The UFU says it accepts publication has been more difficult here because of the lack of an Executive. It says it is pleased the document contains many of the ideas put forward by the UFU last year as key principles for a new agriculture policy. These became part of a DAERA/stakeholder document finalised in January and has now been incorporated into this latest document.
“We have to make sure that Brexit is an opportunity for farmers here. We need a policy better suited to local conditions than the CAP, which had to accommodate 28 very different member states. Our goal is a productive, sustainable and resilient farming industry, and this document is a good start to securing that,” said Mr Ferguson.
The UFU says it is essential the local share of UK farm support remains the same as now, but farmers recognise the delivery model is going to change. It is also underlining the need for a sensible and well-managed transition period to new support structures with the potential to pilot new measures.
“Whatever decisions are made, it is vital that we end up with a model that is simple and avoids red tape. It must be targeted at those who take the risks in primary food production. This is an opportunity to create a better system, and it is essential we take this chance to get it right,” said the UFU president.
Mr Ferguson underlined that support arrangements that ensure success for farmers and the food industry here were only part of the equation and their ultimate format depended on other crucial issues being resolved.
“We need the government to deliver trade deals that don’t undermine our position in the UK market and give us the best possible access to the EU-27 and other markets. That is essential for Northern Ireland’s outward looking agrifood industry, which has to remain a central part of the local economy,” said the UFU president, adding that the UFU would now consult its members before responding formally to the DAERA consultation.
He also said that the UFU would work with other stakeholders to ensure farming, the environment and food processing could have a post-Brexit joined up future.
AgriSearch has also welcomed the publication of DAERA’s stakeholder engagement paper on the future agricultural policy framework for Northern Ireland.
AgriSearch Chairman John Henning said: “We are pleased that the document recognises the importance of science, innovation, knowledge exchange and continuous professional development in delivering both increased productivity and improved environmental sustainability. AgriSearch is already leading and participating in a wide portfolio of research projects that are aimed at delivering these goals.
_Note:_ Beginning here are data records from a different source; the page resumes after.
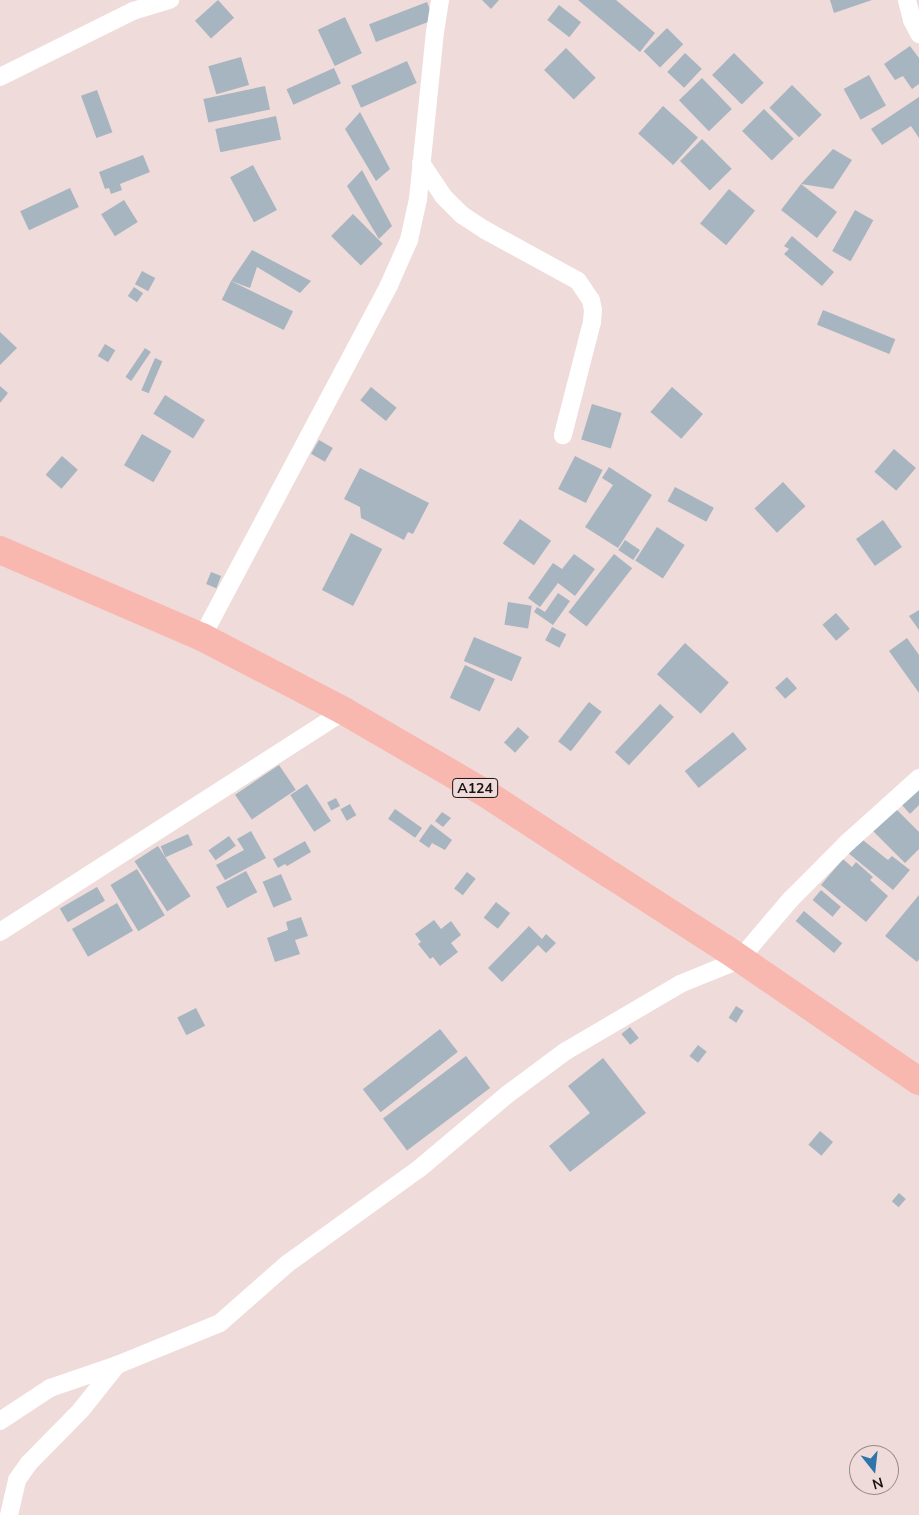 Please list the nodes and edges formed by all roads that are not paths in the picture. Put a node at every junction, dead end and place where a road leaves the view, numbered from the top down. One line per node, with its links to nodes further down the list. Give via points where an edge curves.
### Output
1 (170, 0): 5 (street, via 133,11)
2 (440, 0): 6 (street)
3 (907, 0): 4 (street)
4 (919, 34)
5 (0, 77)
6 (422, 163): 7 (street, via 443,196 462,215 578,281 591,300 592,322); 9 (street, via 409,240 389,285)
7 (563, 435)
8 (0, 550): 9 (highway, A124)
9 (202, 637): 10 (highway, A124)
10 (344, 711): 12 (street); 13 (highway, A124, via 484,794)
11 (919, 778): 13 (street, via 848,842)
12 (0, 932)
13 (739, 960): 14 (highway, A124); 15 (street, via 680,984 566,1051 508,1094 420,1168 287,1264 220,1323)
14 (919, 1081)
15 (117, 1366): 16 (street, via 50,1388); 17 (street, via 81,1410 29,1463 17,1480)
16 (0, 1421)
17 (9, 1515) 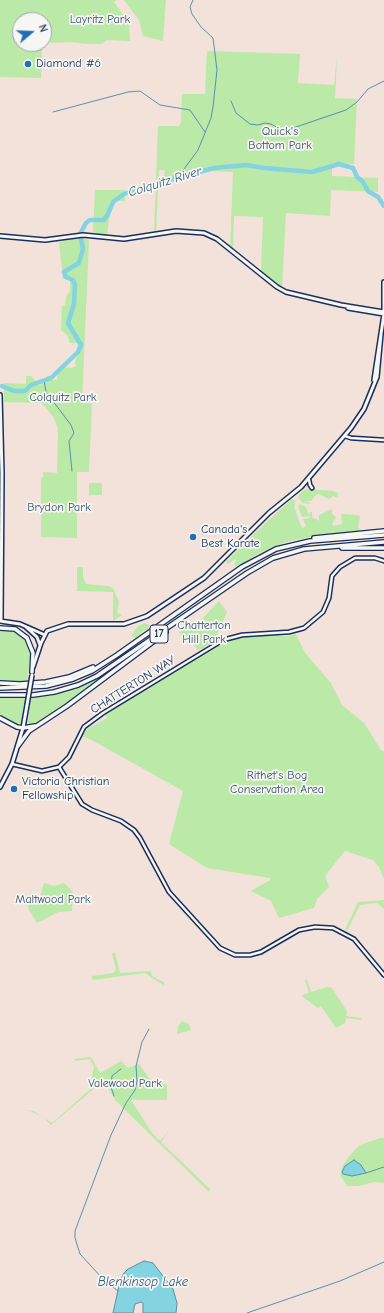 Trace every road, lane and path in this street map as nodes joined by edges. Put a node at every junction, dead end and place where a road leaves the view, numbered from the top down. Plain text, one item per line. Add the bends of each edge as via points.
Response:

“We welcome the proposals to take a broader look at the “Productivity Grand Challenge”, the adoption of a multi-actor approach and a move to longer term research programmes. We would particularly welcome the integration of science with knowledge exchange and education.
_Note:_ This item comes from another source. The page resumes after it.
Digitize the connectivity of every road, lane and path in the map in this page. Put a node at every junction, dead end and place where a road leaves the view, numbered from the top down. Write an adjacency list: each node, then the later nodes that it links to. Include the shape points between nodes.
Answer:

“AgriSearch’s mission is to drive profitability and sustainability, as a trusted, valued conduit of knowledge and information based on sound science and widely applied research. We provide a means for farmers to have a voice and a role in research and innovation which will deliver the tools and information needed to compete in an ever-changing world. We look forward to engaging with industry and government partners in the development and implementation of the new agricultural policy.”